Saved entries
== Segment start ==
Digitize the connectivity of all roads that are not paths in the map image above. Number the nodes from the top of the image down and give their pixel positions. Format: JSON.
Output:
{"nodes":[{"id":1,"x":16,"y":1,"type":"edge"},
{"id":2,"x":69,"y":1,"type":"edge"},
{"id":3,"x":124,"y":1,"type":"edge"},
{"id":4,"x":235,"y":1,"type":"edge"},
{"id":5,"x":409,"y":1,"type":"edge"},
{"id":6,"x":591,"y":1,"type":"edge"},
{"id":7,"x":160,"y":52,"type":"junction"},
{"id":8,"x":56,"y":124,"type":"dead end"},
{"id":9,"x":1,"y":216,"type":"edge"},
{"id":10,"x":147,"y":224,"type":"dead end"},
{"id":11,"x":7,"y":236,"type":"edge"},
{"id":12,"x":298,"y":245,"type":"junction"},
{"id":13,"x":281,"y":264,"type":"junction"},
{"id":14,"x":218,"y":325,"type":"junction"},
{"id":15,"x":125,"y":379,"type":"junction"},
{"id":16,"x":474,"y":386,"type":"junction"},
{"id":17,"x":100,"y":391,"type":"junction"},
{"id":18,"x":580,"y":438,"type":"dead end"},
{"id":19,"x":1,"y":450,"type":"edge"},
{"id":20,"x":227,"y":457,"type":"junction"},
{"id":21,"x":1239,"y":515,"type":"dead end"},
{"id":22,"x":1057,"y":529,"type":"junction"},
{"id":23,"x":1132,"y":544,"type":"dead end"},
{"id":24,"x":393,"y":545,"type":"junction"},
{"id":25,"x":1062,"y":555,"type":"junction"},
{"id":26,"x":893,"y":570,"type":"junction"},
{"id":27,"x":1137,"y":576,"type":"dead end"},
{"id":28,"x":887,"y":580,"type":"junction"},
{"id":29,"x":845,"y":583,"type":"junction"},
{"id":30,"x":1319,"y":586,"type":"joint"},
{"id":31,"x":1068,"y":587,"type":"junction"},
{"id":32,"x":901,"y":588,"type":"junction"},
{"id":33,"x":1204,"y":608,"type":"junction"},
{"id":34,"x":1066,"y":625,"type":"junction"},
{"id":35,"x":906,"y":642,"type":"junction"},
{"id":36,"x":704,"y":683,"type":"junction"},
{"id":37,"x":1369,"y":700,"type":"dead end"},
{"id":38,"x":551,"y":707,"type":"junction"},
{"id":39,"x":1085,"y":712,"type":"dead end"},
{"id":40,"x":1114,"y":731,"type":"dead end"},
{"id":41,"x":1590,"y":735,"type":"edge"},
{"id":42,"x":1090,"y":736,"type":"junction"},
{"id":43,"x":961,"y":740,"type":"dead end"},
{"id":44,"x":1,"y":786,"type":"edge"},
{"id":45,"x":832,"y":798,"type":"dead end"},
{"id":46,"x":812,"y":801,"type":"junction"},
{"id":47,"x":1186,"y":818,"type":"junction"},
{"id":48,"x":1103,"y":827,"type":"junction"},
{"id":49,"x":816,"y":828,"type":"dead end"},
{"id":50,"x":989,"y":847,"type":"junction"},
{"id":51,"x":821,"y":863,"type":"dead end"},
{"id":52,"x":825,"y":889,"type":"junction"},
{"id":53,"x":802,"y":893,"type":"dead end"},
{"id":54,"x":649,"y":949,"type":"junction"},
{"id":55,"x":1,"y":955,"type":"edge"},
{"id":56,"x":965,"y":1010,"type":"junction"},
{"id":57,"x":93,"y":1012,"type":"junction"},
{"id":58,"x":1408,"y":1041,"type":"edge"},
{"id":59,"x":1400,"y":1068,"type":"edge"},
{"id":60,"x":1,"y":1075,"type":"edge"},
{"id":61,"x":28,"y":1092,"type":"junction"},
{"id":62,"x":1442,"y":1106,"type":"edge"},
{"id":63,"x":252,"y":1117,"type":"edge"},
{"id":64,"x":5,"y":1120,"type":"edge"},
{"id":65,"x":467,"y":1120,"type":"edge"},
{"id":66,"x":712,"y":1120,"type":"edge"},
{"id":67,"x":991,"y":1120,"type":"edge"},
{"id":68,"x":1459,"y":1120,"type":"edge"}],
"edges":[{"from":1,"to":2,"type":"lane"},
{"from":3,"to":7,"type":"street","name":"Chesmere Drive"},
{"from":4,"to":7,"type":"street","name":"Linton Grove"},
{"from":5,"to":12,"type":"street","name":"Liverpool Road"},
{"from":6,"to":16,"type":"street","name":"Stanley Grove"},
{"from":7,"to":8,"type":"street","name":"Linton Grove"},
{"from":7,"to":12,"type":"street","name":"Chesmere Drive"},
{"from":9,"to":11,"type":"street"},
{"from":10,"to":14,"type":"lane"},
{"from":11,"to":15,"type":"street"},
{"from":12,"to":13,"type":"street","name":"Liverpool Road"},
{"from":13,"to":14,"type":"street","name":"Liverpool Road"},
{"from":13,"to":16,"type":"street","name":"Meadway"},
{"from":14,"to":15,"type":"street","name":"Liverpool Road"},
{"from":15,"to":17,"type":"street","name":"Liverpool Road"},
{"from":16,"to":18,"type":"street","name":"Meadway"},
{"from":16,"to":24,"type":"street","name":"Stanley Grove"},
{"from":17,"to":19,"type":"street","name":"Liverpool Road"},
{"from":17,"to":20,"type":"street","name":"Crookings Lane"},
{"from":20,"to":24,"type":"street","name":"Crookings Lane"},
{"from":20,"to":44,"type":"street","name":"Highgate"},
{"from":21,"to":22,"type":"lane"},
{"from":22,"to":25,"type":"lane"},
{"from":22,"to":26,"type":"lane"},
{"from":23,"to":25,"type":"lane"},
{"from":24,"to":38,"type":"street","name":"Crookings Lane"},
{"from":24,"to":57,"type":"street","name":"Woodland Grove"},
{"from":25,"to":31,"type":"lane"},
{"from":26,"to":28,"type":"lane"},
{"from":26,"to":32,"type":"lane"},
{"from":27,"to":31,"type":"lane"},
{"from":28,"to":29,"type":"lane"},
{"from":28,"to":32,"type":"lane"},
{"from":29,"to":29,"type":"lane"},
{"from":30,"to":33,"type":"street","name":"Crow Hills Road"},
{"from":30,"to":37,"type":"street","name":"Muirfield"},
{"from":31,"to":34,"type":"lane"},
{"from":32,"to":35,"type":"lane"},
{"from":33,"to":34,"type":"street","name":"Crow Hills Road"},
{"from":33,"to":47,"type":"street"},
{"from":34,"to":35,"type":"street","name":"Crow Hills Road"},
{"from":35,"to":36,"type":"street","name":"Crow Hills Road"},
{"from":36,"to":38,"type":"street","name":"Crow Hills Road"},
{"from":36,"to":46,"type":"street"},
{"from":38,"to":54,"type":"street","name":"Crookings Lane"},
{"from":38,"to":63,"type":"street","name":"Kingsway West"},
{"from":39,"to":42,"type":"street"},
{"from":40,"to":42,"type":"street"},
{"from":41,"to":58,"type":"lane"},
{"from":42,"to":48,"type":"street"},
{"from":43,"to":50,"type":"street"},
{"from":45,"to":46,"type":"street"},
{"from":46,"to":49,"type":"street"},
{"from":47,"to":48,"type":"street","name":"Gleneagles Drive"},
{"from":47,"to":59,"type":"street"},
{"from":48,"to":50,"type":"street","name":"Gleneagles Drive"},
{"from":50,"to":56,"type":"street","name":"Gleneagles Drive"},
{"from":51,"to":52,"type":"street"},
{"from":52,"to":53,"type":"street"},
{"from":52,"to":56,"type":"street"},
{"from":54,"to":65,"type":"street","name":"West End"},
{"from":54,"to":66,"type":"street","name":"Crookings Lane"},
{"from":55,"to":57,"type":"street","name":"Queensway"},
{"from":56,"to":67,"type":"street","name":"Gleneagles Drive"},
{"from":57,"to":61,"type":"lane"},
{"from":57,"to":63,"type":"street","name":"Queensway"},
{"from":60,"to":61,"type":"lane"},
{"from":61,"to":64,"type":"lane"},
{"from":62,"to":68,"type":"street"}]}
== Segment end ==
#### [Task item]
Write out every line from the entries where "nodes" appears.

#### [Expected output]
Digitize the connectivity of all roads that are not paths in the map image above. Number the nodes from the top of the image down and give their pixel positions. Format: JSON.
{"nodes":[{"id":1,"x":16,"y":1,"type":"edge"},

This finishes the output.